### Your objective
Go through the entries below line by line and tally those holding "hand"; write only the tally.

===== Supplied records

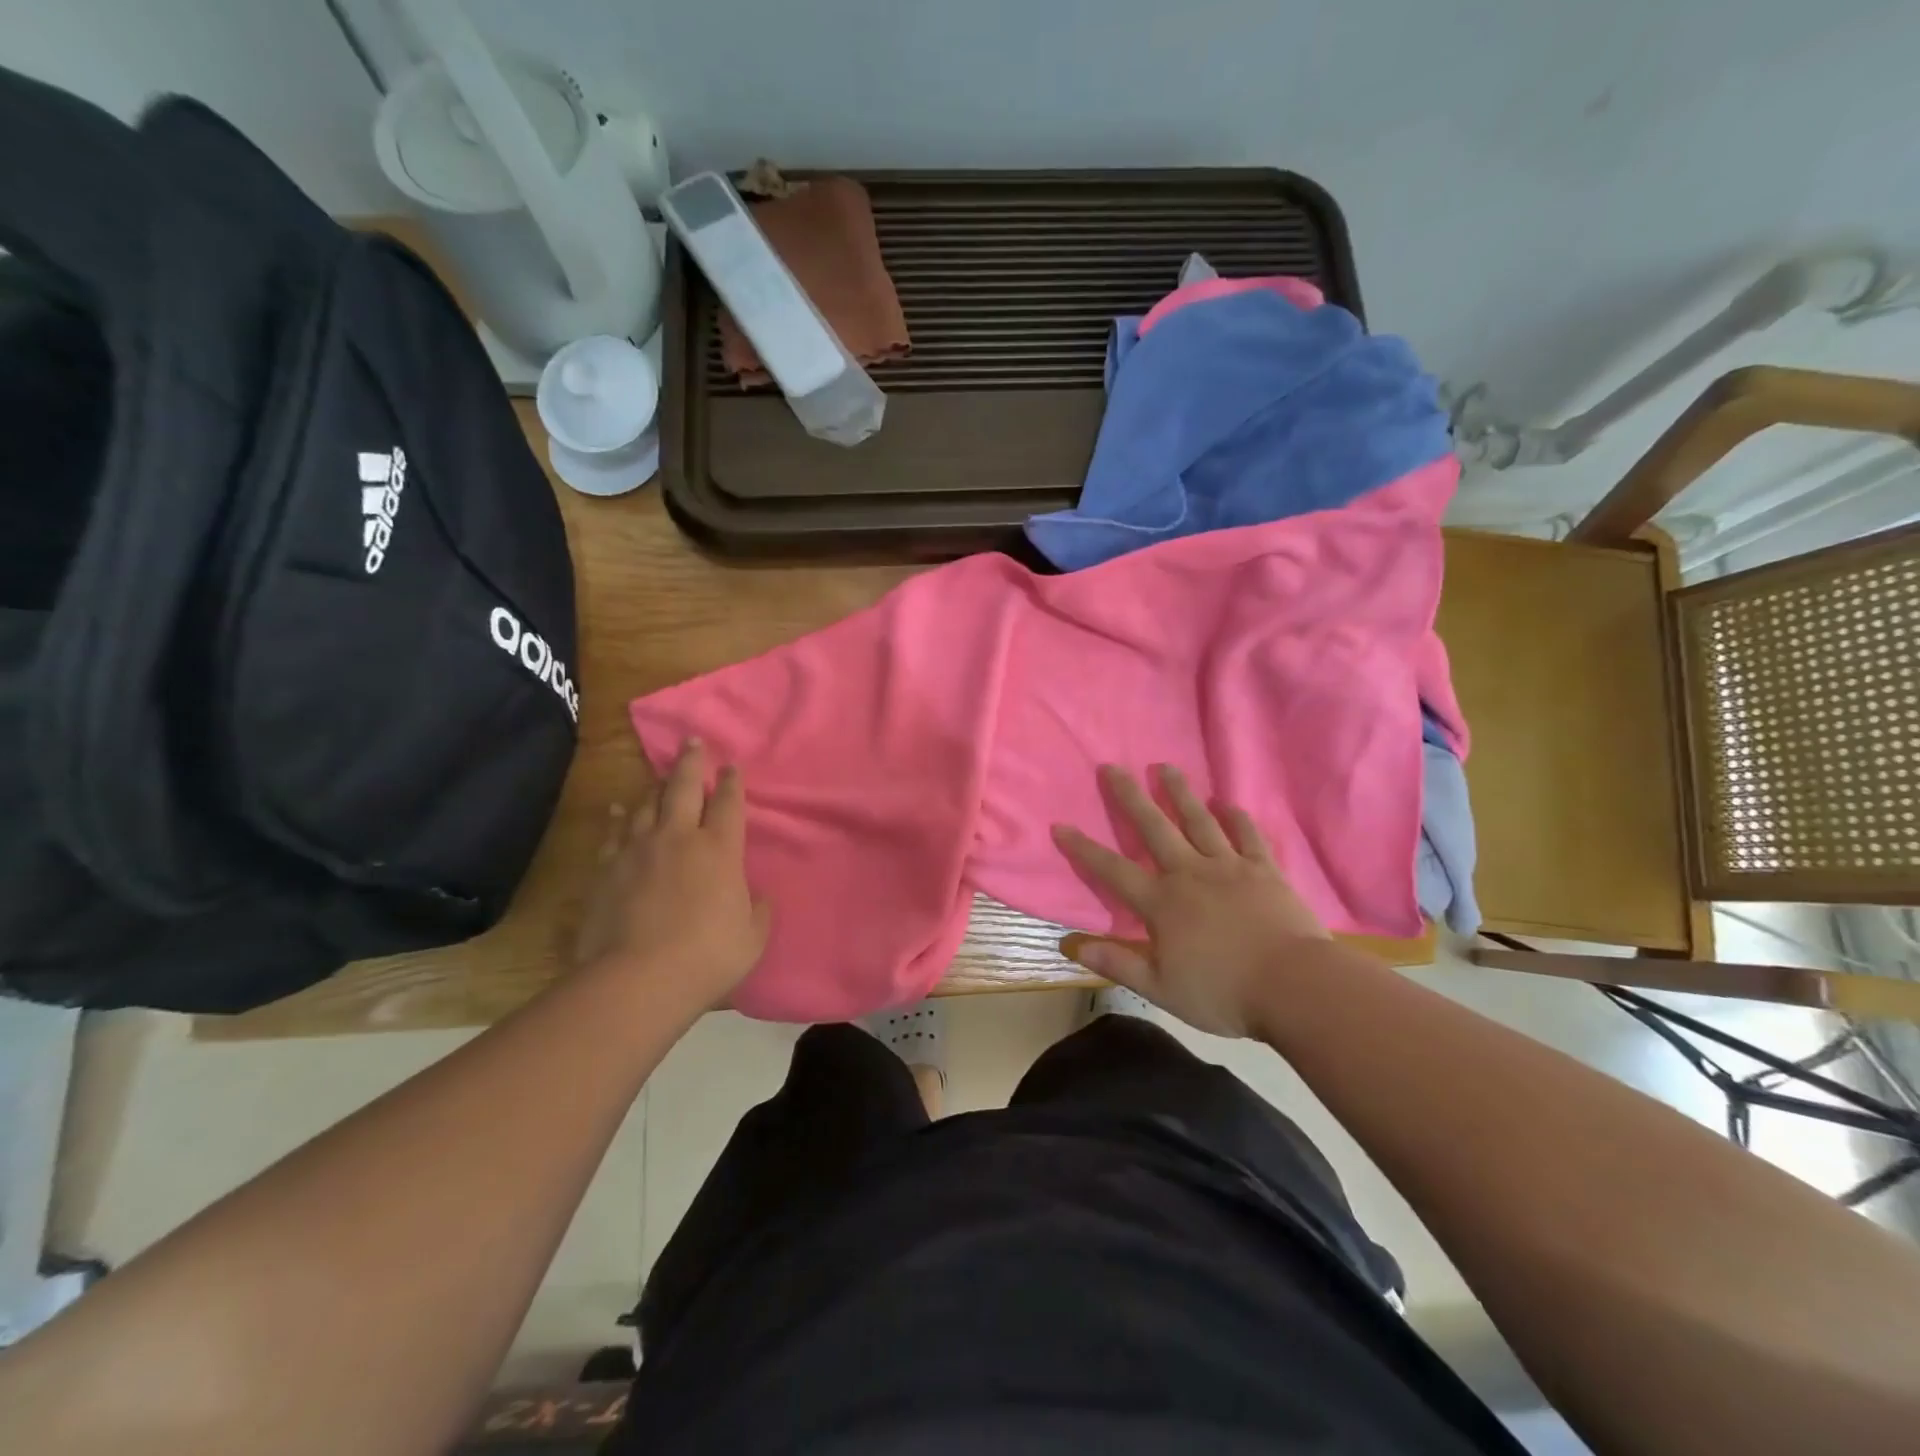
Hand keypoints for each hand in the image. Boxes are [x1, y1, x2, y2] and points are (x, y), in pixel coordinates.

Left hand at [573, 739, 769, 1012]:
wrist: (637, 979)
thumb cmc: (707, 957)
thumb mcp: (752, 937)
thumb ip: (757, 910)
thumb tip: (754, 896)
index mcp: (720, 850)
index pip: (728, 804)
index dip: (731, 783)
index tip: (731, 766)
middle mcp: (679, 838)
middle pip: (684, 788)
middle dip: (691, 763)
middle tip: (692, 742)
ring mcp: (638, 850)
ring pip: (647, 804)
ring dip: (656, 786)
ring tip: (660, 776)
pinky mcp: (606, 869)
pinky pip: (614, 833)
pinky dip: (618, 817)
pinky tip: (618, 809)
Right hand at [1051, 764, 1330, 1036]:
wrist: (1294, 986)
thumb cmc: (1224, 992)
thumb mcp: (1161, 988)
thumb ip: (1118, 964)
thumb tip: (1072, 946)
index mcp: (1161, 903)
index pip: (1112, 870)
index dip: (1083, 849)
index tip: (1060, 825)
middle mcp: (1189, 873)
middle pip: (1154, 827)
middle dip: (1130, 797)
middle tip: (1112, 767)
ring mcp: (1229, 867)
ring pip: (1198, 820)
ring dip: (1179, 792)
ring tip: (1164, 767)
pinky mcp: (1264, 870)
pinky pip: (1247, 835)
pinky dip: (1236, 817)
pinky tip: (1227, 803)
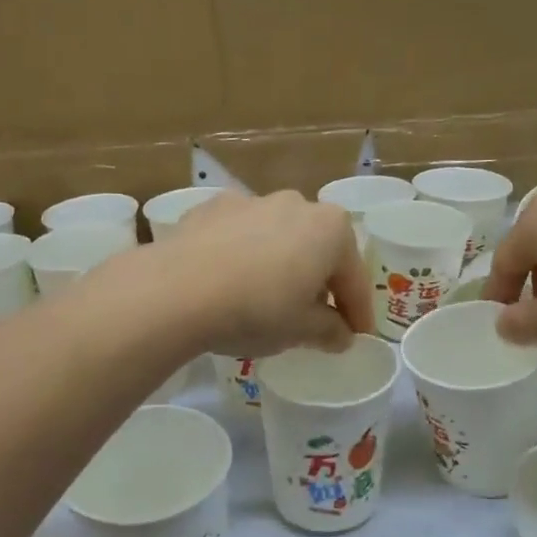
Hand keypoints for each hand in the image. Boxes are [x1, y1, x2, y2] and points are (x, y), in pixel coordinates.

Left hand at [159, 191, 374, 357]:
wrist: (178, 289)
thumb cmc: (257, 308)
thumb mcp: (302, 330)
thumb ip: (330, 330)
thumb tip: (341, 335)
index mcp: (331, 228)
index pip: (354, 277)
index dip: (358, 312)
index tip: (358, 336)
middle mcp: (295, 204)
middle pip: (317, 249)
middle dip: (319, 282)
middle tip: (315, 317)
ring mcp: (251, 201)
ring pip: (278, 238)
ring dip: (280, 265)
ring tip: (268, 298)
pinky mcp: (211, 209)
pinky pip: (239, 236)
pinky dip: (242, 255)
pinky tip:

==========

### Response box
5